Frequency Metrics are metrics we can derive by counting, without additional Review from you. These include Inter Annotator / Inter Model agreement and Tag/Class Frequency.
Inter Annotator/Model Agreement¶
Inter Annotator Agreement is good way to see that your annotators are labeling consistently. By itself, it won’t tell you if your data is good, but it will tell you if your labelers are labeling in the same way. Consistently low IAA value are indicative of ambiguous guidelines.
Reading The IAA Table¶
IAA tables are not symetric, as opposed to confusion matrices which data scientists typically use to evaluate models. It’s important to remember this and understand why: Said simply, if I labeled [“Dog”,”Cat”] and you labeled [“Cat”] then - I agreed with 100% of your annotations - You agreed with 50% of my annotations.

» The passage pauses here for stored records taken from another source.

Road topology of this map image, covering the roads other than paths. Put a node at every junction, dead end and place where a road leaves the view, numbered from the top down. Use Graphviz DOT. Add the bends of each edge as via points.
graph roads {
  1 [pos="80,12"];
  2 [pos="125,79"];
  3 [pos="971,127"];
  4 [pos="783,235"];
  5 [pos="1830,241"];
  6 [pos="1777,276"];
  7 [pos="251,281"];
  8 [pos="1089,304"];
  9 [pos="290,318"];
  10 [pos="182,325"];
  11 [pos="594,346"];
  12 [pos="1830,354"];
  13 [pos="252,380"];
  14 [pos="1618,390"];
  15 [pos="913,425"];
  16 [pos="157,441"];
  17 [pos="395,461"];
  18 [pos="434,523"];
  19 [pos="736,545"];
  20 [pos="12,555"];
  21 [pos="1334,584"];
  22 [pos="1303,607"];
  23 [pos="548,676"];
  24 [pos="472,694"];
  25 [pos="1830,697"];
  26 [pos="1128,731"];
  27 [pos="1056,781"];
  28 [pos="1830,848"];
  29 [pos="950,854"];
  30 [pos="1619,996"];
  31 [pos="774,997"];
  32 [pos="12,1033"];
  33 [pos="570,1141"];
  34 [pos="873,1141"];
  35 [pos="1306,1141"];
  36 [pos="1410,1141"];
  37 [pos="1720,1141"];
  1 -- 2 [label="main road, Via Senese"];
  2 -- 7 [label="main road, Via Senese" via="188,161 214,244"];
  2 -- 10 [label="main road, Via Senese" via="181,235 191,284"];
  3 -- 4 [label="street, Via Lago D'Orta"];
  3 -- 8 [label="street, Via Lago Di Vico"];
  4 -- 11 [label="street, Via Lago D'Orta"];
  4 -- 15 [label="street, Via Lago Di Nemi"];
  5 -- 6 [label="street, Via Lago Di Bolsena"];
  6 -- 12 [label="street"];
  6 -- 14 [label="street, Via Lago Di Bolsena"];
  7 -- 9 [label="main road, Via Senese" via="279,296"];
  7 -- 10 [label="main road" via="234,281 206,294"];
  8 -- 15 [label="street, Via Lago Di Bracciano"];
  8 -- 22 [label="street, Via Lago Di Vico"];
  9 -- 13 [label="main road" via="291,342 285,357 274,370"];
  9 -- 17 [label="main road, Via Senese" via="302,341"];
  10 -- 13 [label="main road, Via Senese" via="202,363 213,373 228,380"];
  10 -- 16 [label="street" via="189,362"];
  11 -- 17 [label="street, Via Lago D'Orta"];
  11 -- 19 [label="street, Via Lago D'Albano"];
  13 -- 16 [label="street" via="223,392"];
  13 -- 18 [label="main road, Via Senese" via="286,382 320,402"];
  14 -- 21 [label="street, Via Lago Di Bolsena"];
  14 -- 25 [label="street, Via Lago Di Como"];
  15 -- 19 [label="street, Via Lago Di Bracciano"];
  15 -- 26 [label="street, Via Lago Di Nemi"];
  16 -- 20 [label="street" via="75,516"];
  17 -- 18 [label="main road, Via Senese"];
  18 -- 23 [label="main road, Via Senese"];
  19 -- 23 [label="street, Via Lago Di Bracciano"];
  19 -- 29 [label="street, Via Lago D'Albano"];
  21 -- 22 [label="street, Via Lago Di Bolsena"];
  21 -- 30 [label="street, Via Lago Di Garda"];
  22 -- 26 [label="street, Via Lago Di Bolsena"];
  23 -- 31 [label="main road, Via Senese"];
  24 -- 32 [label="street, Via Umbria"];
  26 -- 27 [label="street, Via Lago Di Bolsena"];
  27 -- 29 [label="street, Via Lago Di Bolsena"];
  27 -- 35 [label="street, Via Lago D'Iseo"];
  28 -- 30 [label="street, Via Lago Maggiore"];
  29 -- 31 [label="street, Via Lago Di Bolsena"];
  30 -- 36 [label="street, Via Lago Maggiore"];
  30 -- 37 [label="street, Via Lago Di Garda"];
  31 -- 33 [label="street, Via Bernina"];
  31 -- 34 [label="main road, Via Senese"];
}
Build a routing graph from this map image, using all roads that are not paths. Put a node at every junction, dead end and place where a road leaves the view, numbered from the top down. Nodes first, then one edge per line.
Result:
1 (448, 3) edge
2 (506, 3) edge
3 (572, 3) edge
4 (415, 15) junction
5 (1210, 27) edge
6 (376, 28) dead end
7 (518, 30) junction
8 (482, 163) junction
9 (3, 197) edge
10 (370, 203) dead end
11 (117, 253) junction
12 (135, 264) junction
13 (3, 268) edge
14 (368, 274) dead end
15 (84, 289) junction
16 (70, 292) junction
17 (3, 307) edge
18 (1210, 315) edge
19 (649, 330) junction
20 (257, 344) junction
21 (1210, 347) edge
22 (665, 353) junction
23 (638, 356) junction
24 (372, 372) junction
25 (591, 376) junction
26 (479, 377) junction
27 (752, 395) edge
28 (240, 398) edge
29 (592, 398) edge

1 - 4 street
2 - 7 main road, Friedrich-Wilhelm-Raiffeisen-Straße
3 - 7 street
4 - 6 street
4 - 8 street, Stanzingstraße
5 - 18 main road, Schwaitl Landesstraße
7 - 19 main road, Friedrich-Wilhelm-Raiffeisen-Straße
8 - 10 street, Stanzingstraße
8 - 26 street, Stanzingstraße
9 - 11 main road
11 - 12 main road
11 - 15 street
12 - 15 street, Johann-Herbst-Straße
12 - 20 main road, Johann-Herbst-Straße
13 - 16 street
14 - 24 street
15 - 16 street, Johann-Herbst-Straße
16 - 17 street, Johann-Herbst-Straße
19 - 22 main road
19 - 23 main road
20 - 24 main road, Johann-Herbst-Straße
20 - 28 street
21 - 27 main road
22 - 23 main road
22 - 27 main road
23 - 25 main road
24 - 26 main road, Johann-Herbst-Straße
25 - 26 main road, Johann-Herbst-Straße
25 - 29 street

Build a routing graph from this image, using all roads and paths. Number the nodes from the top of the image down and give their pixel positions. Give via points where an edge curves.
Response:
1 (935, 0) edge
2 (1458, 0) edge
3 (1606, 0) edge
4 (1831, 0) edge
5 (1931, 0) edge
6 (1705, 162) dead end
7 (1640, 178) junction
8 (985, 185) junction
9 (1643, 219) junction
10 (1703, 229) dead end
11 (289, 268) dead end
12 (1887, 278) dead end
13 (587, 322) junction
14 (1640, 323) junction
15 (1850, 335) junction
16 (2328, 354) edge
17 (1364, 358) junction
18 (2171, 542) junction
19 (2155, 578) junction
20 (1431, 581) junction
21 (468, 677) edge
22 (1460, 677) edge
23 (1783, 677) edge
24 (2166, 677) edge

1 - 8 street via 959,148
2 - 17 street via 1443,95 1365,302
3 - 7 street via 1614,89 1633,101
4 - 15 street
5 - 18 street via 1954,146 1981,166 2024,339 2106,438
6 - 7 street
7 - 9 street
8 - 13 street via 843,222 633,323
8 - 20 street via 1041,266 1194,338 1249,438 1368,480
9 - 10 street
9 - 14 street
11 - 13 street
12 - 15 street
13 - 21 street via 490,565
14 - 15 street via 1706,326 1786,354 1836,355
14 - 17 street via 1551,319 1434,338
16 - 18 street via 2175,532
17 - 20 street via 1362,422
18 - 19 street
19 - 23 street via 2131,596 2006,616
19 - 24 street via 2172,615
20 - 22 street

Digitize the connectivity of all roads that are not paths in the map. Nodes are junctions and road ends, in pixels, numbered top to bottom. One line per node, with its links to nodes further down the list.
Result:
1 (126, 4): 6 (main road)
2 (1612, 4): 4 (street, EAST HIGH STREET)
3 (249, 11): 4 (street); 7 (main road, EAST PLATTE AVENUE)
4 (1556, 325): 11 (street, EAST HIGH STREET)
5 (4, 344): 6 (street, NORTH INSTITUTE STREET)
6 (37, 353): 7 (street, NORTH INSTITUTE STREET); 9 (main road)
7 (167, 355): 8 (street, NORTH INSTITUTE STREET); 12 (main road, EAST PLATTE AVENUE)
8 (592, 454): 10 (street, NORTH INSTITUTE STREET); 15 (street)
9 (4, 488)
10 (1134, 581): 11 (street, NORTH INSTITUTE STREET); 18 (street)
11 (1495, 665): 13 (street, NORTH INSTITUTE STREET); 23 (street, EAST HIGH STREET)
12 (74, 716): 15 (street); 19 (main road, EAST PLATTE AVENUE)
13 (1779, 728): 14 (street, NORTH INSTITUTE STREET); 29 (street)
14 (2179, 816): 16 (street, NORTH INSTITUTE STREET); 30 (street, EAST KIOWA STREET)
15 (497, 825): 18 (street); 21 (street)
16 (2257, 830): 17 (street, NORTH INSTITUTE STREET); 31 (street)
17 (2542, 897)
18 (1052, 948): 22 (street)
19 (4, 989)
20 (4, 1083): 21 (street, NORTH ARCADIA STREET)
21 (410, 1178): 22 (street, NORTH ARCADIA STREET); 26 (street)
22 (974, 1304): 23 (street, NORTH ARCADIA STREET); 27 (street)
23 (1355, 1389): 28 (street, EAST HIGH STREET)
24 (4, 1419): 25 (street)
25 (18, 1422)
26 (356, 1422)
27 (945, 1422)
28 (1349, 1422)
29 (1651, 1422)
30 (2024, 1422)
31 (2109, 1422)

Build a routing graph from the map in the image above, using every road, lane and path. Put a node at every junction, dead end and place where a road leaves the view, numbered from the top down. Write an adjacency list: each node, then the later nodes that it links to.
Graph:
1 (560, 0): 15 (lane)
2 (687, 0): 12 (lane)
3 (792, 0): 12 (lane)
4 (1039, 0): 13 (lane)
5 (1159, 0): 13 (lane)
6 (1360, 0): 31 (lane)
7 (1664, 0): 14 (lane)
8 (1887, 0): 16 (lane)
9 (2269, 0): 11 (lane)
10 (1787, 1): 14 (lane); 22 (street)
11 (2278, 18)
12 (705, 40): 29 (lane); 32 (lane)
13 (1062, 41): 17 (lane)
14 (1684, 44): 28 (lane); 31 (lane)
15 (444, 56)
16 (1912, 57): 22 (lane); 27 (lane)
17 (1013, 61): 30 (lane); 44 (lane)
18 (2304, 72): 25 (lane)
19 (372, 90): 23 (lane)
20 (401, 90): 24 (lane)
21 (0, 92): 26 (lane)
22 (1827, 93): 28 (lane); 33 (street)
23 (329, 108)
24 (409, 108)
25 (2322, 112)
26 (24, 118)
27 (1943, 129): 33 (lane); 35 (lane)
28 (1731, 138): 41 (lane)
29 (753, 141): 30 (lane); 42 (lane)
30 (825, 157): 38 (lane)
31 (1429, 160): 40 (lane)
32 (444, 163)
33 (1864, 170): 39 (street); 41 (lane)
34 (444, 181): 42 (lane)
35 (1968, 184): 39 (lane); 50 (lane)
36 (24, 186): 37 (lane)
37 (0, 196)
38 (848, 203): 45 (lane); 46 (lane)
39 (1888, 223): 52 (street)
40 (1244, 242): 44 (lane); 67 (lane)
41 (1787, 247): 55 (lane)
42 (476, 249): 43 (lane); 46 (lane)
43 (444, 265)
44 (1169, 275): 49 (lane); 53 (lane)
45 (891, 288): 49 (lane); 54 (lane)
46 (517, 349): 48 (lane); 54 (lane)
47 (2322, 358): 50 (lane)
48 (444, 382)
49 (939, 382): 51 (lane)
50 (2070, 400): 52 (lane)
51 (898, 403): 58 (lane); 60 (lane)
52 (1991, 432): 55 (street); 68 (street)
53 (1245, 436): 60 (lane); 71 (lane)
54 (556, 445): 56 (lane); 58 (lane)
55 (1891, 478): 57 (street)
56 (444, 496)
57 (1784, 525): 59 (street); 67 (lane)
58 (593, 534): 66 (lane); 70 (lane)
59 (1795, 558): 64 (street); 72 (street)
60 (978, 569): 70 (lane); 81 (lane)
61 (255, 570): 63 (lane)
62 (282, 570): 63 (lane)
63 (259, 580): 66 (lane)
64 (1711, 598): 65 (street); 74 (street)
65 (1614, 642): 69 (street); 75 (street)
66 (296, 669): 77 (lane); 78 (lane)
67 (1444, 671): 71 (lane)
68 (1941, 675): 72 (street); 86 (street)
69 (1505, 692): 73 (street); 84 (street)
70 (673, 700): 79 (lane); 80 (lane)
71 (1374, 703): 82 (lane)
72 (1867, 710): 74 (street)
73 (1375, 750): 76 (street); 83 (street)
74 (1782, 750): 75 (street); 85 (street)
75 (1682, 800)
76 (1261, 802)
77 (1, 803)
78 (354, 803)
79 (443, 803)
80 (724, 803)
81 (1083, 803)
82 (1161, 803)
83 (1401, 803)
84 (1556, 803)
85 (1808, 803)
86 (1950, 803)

Moreover, different pairs of annotators will have observed different examples together depending on how your task was configured. LightTag’s IAA table accounts for this, the main number in each cell is the percent agreement. The two numbers below indicate (The number of annotations where C agreed with R) divided by (The number of annotations that R made and C could have made) where R is the row and C is the column.
IAA tables are available for annotators and for models. When viewing IAA data for annotators, you’ll need to select a particular task from the filters menu on the right. This is because it only makes sense to compare annotator agreement between annotators working on the same task.
Remember that Models in LightTag live under a Schema. To see agreement for all models in a Schema choose that schema from the filters section. To narrow it down to a particular dataset choose that dataset from the filters.